DATA TO EXAMINE START

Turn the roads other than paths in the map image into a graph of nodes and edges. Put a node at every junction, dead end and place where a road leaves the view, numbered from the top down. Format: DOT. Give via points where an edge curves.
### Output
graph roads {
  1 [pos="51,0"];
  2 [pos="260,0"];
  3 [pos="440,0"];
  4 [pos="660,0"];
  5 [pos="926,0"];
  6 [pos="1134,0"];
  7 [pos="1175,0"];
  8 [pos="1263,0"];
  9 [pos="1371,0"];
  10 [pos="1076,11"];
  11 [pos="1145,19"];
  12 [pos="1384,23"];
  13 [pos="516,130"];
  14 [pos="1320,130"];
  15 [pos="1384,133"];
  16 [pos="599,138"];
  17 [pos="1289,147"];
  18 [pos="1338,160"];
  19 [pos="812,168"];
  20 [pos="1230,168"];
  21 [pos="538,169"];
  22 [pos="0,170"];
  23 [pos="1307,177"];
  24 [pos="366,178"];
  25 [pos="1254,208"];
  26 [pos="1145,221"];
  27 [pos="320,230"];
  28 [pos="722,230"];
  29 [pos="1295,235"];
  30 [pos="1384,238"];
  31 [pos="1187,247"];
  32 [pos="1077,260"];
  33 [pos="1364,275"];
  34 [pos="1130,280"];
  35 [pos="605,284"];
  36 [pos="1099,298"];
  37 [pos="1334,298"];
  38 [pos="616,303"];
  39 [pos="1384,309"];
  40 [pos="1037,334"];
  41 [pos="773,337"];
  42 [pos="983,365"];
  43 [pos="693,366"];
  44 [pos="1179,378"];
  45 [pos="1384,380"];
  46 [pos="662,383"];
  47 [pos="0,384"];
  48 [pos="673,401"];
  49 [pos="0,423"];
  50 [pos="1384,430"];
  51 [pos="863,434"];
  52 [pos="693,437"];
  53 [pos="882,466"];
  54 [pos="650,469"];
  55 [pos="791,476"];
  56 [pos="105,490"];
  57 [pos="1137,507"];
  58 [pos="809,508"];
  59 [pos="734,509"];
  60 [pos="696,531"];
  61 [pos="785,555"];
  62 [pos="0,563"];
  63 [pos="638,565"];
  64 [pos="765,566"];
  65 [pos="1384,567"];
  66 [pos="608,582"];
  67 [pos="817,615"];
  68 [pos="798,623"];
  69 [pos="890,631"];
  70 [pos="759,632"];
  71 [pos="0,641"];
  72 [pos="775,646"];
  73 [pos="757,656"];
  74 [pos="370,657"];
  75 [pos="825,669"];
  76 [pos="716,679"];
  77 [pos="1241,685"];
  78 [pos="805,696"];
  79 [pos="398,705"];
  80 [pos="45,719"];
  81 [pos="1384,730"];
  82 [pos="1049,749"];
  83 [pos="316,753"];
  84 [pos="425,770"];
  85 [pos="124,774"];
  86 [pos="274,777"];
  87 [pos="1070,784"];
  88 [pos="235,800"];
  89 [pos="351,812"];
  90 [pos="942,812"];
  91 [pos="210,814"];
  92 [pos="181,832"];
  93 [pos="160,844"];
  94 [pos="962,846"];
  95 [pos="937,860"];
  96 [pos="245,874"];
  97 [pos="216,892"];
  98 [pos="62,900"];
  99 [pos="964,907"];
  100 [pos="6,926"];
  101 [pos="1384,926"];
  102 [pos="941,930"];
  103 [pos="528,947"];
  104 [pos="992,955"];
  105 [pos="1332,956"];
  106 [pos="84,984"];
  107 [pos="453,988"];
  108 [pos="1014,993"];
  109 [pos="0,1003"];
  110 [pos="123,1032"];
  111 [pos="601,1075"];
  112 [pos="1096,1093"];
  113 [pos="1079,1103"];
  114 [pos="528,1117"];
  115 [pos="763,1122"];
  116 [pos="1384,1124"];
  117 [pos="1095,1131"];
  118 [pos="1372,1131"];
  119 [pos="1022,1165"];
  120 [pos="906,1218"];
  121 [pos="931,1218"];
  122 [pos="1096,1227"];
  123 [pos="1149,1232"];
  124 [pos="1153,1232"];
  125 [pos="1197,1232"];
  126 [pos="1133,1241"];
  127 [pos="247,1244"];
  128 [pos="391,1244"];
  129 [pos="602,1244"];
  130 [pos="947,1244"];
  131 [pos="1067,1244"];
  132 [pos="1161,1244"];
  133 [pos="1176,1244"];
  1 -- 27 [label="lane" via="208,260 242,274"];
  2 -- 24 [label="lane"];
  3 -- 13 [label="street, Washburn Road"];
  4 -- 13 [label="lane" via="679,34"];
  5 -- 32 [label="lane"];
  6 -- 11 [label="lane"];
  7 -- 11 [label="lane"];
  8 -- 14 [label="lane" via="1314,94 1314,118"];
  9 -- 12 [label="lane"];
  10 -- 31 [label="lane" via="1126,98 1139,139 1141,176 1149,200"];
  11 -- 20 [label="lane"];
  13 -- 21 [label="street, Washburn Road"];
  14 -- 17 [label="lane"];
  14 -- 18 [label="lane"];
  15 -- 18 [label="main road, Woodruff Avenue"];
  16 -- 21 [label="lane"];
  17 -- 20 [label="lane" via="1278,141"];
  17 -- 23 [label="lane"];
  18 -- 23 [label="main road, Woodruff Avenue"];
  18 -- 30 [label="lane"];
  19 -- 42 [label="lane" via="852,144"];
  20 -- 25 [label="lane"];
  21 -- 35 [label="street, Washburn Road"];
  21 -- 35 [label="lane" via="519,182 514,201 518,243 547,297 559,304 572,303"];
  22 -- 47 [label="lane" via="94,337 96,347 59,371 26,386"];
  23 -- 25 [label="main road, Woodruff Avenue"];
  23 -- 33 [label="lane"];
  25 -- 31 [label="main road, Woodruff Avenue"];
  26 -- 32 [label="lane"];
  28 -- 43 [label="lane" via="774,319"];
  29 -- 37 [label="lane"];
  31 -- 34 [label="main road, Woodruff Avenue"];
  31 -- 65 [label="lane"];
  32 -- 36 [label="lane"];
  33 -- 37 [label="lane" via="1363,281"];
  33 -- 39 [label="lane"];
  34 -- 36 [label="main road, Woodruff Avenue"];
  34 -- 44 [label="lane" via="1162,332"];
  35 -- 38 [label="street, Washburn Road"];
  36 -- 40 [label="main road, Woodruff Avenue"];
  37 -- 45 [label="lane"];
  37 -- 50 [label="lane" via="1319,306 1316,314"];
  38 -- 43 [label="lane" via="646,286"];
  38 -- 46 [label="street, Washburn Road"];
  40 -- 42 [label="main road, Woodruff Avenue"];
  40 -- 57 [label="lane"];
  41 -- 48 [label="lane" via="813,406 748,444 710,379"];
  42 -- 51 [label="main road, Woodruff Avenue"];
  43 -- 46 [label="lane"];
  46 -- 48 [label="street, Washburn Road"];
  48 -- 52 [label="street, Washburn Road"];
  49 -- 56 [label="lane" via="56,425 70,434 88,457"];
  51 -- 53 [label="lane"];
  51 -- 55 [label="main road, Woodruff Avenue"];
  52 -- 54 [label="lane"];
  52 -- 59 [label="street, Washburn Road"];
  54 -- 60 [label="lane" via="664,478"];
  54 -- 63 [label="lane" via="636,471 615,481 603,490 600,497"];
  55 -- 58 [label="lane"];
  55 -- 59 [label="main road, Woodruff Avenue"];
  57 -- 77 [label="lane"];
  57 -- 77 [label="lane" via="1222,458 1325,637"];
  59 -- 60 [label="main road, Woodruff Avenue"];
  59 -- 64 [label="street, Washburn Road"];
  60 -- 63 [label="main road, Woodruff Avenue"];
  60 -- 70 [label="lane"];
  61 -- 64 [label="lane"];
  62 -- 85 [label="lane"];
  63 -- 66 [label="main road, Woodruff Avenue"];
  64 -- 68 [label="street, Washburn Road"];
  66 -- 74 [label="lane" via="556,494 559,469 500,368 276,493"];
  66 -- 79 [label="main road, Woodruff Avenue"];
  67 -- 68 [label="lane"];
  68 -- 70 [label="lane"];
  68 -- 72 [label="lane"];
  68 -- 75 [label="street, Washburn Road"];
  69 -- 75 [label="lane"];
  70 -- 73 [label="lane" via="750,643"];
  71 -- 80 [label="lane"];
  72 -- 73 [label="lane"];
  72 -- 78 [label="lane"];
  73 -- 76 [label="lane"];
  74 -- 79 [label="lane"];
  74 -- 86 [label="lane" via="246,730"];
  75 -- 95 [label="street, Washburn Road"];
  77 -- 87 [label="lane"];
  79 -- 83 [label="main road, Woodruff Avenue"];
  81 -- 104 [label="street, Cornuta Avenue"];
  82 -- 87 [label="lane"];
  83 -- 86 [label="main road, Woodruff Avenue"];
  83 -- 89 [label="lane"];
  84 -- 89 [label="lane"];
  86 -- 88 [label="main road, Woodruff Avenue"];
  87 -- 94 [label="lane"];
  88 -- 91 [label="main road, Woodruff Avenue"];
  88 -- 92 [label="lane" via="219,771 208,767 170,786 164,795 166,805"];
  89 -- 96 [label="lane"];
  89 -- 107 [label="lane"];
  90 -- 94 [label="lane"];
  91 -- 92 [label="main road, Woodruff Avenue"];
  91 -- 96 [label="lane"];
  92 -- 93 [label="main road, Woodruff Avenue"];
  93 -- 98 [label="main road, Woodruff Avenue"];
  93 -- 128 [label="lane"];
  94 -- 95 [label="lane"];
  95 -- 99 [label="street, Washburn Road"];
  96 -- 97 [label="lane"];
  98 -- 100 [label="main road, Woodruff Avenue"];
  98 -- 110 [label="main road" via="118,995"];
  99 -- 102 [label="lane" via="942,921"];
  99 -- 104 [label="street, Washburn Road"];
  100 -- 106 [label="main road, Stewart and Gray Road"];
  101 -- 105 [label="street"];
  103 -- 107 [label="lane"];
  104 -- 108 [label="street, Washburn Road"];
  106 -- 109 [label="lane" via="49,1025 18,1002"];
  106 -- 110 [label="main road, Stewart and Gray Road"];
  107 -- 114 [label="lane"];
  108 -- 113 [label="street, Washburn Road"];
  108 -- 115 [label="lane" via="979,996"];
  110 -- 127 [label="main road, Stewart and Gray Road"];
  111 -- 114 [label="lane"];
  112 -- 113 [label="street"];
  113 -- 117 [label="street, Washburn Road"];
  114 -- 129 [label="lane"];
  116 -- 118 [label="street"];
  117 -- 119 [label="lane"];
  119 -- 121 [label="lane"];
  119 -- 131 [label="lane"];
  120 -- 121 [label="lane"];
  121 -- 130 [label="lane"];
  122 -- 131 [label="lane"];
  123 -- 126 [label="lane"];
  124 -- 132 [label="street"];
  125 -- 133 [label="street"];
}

DATA TO EXAMINE END

__WHAT YOU ARE ASKED TO DO__.
Search the data above for the string "graph". Report every line where it is found.

__FINISHED EXERCISE__.
Turn the roads other than paths in the map image into a graph of nodes and edges. Put a node at every junction, dead end and place where a road leaves the view, numbered from the top down. Format: DOT. Give via points where an edge curves.
graph roads {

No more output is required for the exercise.